2008-03-15 18:49:50

by Duane Griffin

[permalink] [raw]
Subject: [PATCH 0/2] jbd[2]: fix long-standing data corruption bug

It seems we have a very long-standing typo in the journal replay magic number
unescaping code that basically means it will cause data corruption if we ever
actually use it. I think this is a candidate for the stable tree.

The following script, run on an FS mounted with data=journal, may be helpful in
reproducing and testing this bug:

#!/bin/bash

rm -rf test-dir && mkdir test-dir

for (( i=0; i != 100; i++ )); do
printf "\xc0\x3b\x39\x98" > test-dir/$RANDOM
done

while /bin/true; do
printf "\xc0\x3b\x39\x98" > test-dir/$RANDOM
rm test-dir/`ls test-dir | sort -R | head -n1`
done


2008-03-15 18:49:51

by Duane Griffin

[permalink] [raw]
Subject: [PATCH] jbd: correctly unescape journal data blocks

Fix a long-standing typo (predating git) that will cause data corruption if a
journal data block needs unescaping. At the moment the wrong buffer head's data
is being unescaped.

To test this case mount a filesystem with data=journal, start creating and
deleting a bunch of files containing only JFS_MAGIC_NUMBER (0xc03b3998), then
pull the plug on the device. Without this patch the files will contain zeros
instead of the correct data after recovery.

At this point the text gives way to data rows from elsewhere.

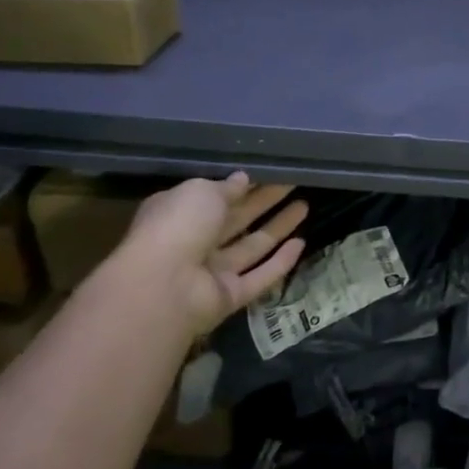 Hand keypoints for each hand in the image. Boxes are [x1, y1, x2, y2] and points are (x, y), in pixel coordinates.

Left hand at [116, 174, 306, 337]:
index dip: (244, 186)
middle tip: (295, 184)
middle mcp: (196, 242)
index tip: (271, 173)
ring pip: (252, 246)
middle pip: (238, 220)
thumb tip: (244, 178)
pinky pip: (260, 276)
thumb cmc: (177, 225)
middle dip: (266, 201)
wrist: (163, 286)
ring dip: (278, 227)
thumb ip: (226, 187)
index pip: (216, 197)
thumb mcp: (201, 192)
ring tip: (305, 206)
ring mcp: (213, 272)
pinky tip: (301, 243)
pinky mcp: (230, 296)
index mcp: (180, 213)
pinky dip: (280, 262) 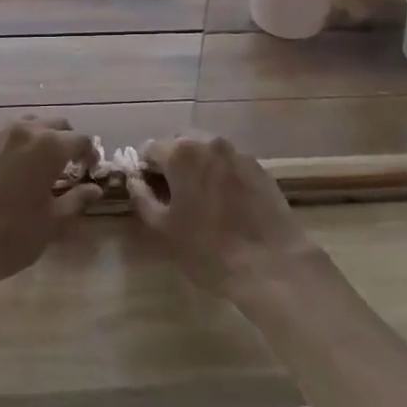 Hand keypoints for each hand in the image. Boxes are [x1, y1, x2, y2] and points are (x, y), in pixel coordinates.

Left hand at [0, 117, 99, 295]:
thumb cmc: (11, 237)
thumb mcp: (52, 222)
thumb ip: (77, 200)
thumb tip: (96, 190)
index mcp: (47, 147)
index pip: (80, 139)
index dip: (90, 153)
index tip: (90, 169)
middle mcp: (21, 131)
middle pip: (53, 125)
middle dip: (65, 141)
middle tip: (67, 165)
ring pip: (23, 126)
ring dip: (37, 139)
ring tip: (36, 165)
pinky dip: (9, 148)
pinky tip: (4, 173)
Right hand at [125, 134, 322, 301]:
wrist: (272, 264)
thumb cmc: (209, 249)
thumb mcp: (164, 230)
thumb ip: (142, 198)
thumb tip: (134, 180)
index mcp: (181, 153)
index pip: (150, 148)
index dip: (144, 169)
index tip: (147, 191)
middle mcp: (209, 142)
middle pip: (179, 143)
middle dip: (170, 163)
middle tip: (170, 195)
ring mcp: (237, 153)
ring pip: (206, 151)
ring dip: (196, 167)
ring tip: (198, 199)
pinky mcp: (259, 167)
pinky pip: (228, 162)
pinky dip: (219, 174)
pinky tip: (224, 203) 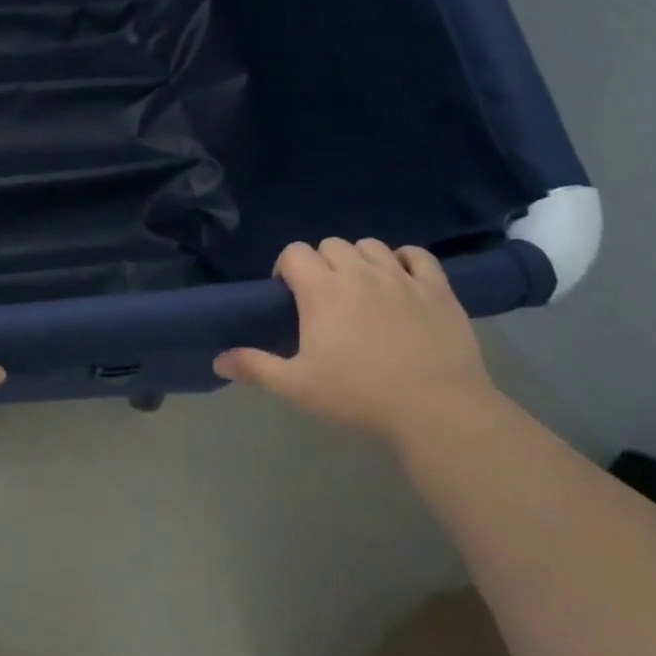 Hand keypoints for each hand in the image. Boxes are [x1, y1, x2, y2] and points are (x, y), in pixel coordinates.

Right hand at [214, 239, 493, 443]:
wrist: (436, 410)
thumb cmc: (359, 396)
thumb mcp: (298, 387)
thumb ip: (256, 367)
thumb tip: (217, 360)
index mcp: (322, 290)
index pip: (295, 252)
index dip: (287, 267)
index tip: (289, 294)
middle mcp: (359, 272)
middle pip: (332, 245)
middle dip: (322, 263)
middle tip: (325, 298)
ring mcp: (401, 277)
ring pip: (371, 246)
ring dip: (359, 260)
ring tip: (361, 289)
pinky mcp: (437, 288)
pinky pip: (418, 256)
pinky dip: (405, 261)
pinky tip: (402, 280) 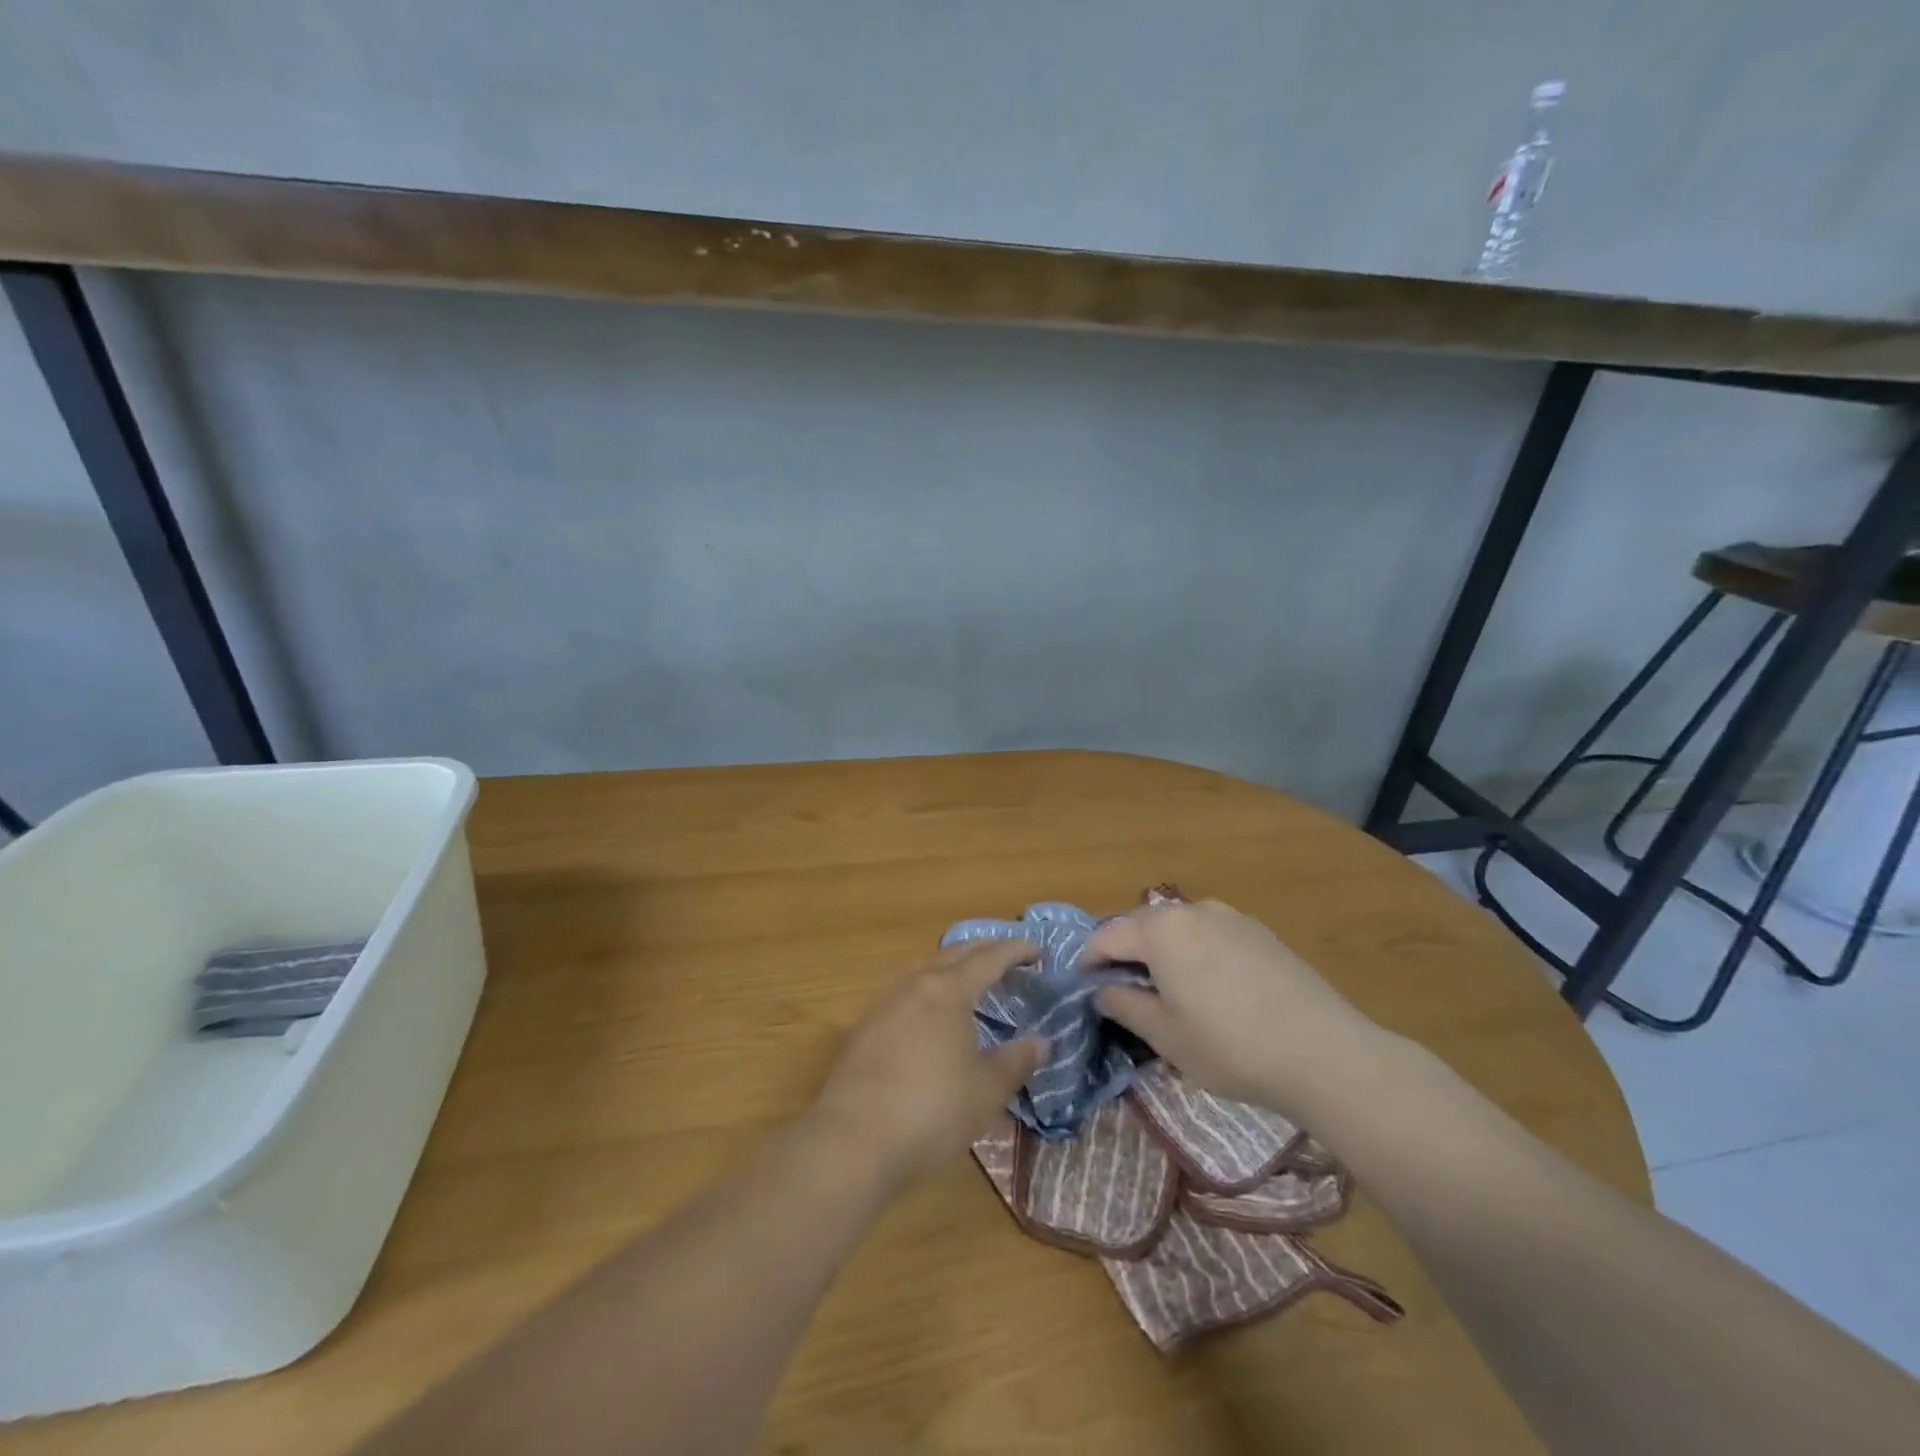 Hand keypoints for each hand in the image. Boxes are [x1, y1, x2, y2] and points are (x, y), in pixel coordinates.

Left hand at [808, 940, 1044, 1188]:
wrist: (854, 1138)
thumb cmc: (932, 1110)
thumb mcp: (987, 1090)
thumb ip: (1016, 1061)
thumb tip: (1040, 1042)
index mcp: (949, 991)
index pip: (988, 958)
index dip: (1015, 951)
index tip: (1036, 951)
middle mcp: (915, 986)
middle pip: (953, 954)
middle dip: (983, 950)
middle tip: (1007, 956)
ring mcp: (885, 1004)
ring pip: (924, 969)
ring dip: (951, 965)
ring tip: (968, 977)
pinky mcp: (865, 1028)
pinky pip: (905, 992)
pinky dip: (928, 989)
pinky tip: (930, 1013)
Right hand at [1086, 898, 1378, 1113]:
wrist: (1323, 1052)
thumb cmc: (1230, 1047)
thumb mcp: (1166, 1036)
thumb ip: (1125, 1006)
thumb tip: (1102, 991)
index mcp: (1161, 931)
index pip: (1108, 935)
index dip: (1089, 959)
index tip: (1083, 985)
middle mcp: (1192, 911)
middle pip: (1142, 924)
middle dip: (1124, 951)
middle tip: (1120, 989)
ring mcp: (1230, 917)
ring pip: (1178, 926)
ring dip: (1161, 949)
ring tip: (1165, 987)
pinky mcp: (1259, 931)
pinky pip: (1210, 933)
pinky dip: (1194, 950)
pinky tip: (1209, 986) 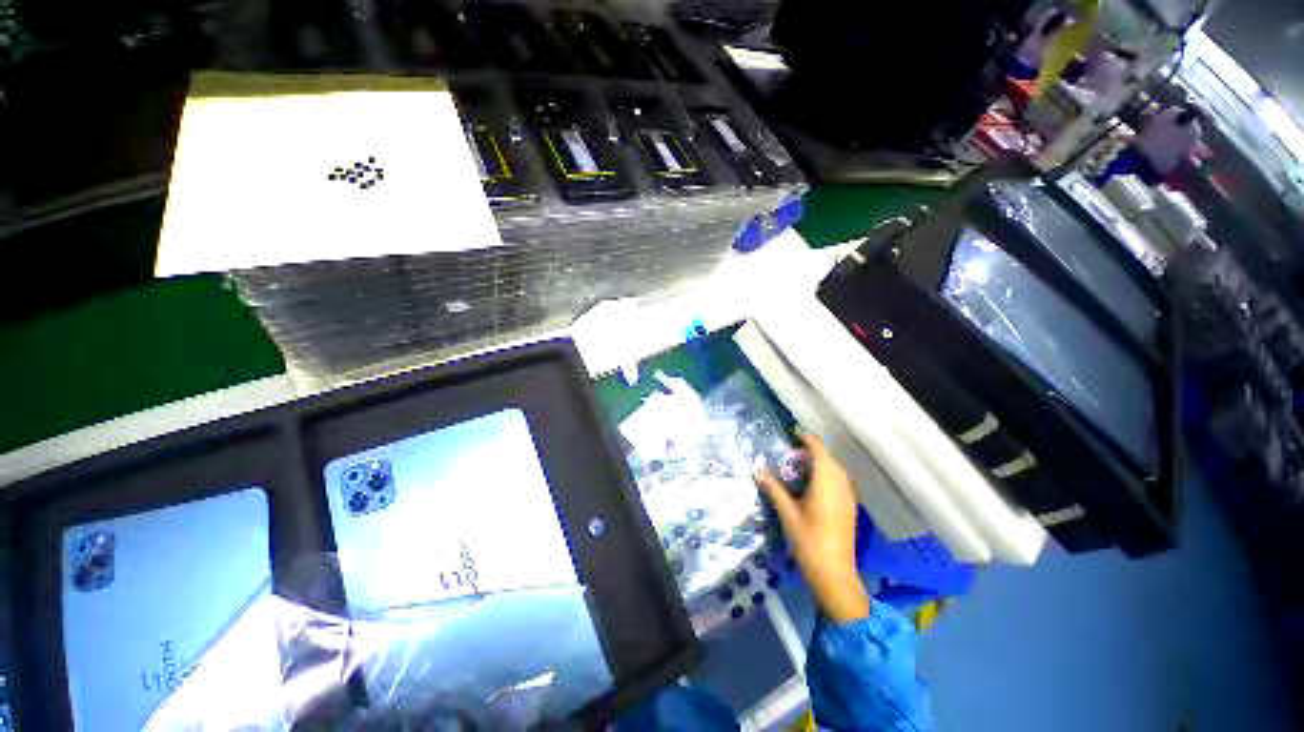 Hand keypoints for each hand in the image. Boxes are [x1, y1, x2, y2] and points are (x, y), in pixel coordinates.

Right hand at [755, 434, 869, 622]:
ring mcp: (848, 497)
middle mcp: (841, 485)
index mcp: (826, 482)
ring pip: (836, 469)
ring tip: (800, 467)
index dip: (807, 440)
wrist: (834, 574)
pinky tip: (813, 485)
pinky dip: (827, 474)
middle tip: (791, 455)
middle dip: (812, 451)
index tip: (793, 433)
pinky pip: (840, 480)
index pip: (819, 450)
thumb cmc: (808, 541)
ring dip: (820, 463)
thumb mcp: (787, 513)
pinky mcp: (849, 507)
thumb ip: (773, 489)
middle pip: (829, 458)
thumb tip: (757, 471) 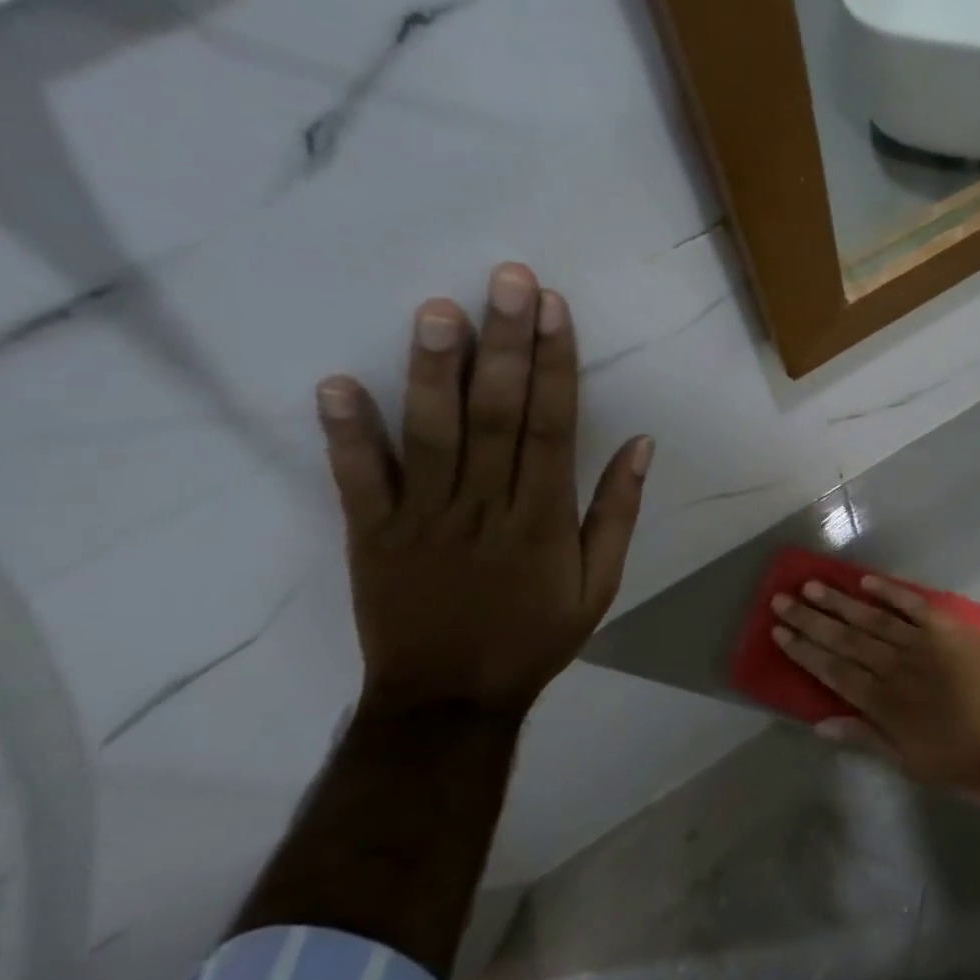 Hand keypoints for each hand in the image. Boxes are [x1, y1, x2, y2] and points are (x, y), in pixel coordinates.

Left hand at [315, 263, 652, 718]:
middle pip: (498, 415)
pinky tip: (337, 384)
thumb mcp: (599, 586)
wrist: (449, 699)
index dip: (555, 365)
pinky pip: (359, 481)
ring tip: (437, 310)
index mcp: (543, 519)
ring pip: (432, 436)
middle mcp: (486, 507)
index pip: (553, 427)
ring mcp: (424, 519)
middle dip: (506, 344)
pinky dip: (347, 435)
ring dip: (434, 371)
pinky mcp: (373, 535)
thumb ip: (618, 513)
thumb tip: (641, 445)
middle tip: (507, 279)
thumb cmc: (534, 637)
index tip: (553, 309)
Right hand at [770, 575, 979, 805]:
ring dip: (840, 602)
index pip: (833, 670)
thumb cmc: (974, 764)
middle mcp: (897, 666)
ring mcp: (925, 643)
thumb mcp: (916, 765)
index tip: (779, 632)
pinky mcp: (952, 628)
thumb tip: (821, 724)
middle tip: (781, 599)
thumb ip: (868, 739)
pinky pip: (914, 605)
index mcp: (886, 704)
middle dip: (810, 620)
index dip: (804, 650)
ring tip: (811, 585)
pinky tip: (866, 582)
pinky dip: (890, 592)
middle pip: (845, 638)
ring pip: (872, 618) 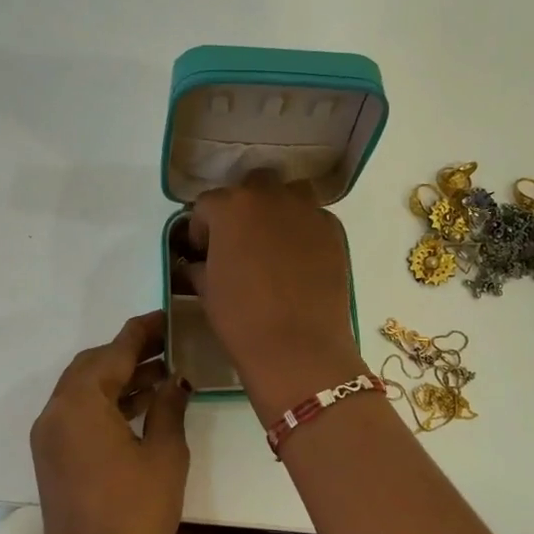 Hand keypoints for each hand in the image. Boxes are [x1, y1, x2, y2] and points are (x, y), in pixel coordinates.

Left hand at [29, 312, 189, 533]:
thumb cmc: (136, 518)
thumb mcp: (163, 455)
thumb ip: (167, 406)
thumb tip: (174, 379)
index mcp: (79, 403)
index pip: (114, 351)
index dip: (144, 331)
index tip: (171, 317)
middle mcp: (55, 412)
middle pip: (92, 365)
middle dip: (129, 353)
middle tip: (170, 346)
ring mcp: (49, 438)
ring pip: (84, 390)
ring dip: (119, 378)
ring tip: (164, 373)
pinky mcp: (52, 460)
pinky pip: (79, 414)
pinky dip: (107, 403)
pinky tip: (142, 406)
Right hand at [185, 171, 362, 421]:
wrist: (298, 347)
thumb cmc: (241, 318)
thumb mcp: (207, 290)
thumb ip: (200, 265)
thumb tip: (200, 262)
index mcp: (231, 207)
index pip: (208, 204)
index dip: (202, 228)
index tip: (203, 251)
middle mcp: (270, 197)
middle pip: (252, 187)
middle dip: (243, 208)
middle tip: (240, 241)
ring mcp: (307, 210)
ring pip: (289, 194)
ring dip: (278, 208)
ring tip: (274, 241)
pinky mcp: (334, 229)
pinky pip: (314, 218)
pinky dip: (304, 230)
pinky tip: (301, 260) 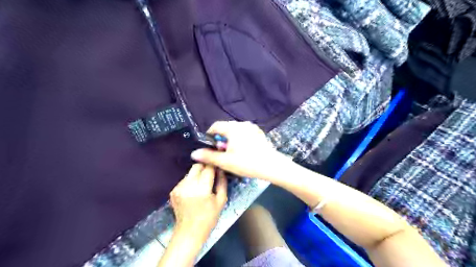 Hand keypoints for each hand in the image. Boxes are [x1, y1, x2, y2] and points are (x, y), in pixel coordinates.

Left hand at [170, 163, 227, 242]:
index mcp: (201, 188)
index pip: (208, 167)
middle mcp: (188, 185)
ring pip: (190, 172)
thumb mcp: (221, 201)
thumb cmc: (209, 218)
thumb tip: (221, 169)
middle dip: (205, 168)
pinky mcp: (173, 190)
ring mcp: (178, 187)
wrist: (189, 232)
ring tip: (202, 186)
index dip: (214, 165)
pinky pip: (184, 180)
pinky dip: (190, 182)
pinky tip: (193, 192)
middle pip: (197, 166)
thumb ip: (222, 182)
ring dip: (197, 175)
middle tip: (210, 176)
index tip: (218, 167)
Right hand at [191, 121, 289, 181]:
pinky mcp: (259, 133)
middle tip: (221, 153)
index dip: (209, 135)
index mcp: (233, 128)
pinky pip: (244, 133)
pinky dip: (239, 139)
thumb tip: (194, 153)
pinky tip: (243, 151)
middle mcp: (242, 124)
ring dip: (230, 140)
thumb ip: (209, 156)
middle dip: (220, 139)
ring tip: (232, 154)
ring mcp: (252, 128)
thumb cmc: (247, 163)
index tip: (209, 146)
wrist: (272, 165)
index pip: (215, 126)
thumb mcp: (225, 161)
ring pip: (235, 131)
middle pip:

Signed-off-by: Duane Griffin <[email protected]>
---
fs/jbd/recovery.c | 2 +-
1 files changed, 1 insertions(+), 1 deletions(-)

diff --git a/fs/jbd/recovery.c b/fs/jbd/recovery.c
index 2b8edf4..43bc5e5 100644
--- a/fs/jbd/recovery.c
+++ b/fs/jbd/recovery.c
@@ -478,7 +478,7 @@ static int do_one_pass(journal_t *journal,
memcpy(nbh->b_data, obh->b_data,
journal->j_blocksize);
if (flags & JFS_FLAG_ESCAPE) {
- *((__be32 *)bh->b_data) =
+ *((__be32 *)nbh->b_data) =
cpu_to_be32(JFS_MAGIC_NUMBER);
}

--
1.5.3.7


2008-03-15 18:49:53

by Duane Griffin

[permalink] [raw]
Subject: [PATCH] jbd2: correctly unescape journal data blocks

Fix a long-standing typo (predating git) that will cause data corruption if a
journal data block needs unescaping. At the moment the wrong buffer head's data
is being unescaped.

To test this case mount a filesystem with data=journal, start creating and
deleting a bunch of files containing only JBD2_MAGIC_NUMBER (0xc03b3998), then
pull the plug on the device. Without this patch the files will contain zeros
instead of the correct data after recovery.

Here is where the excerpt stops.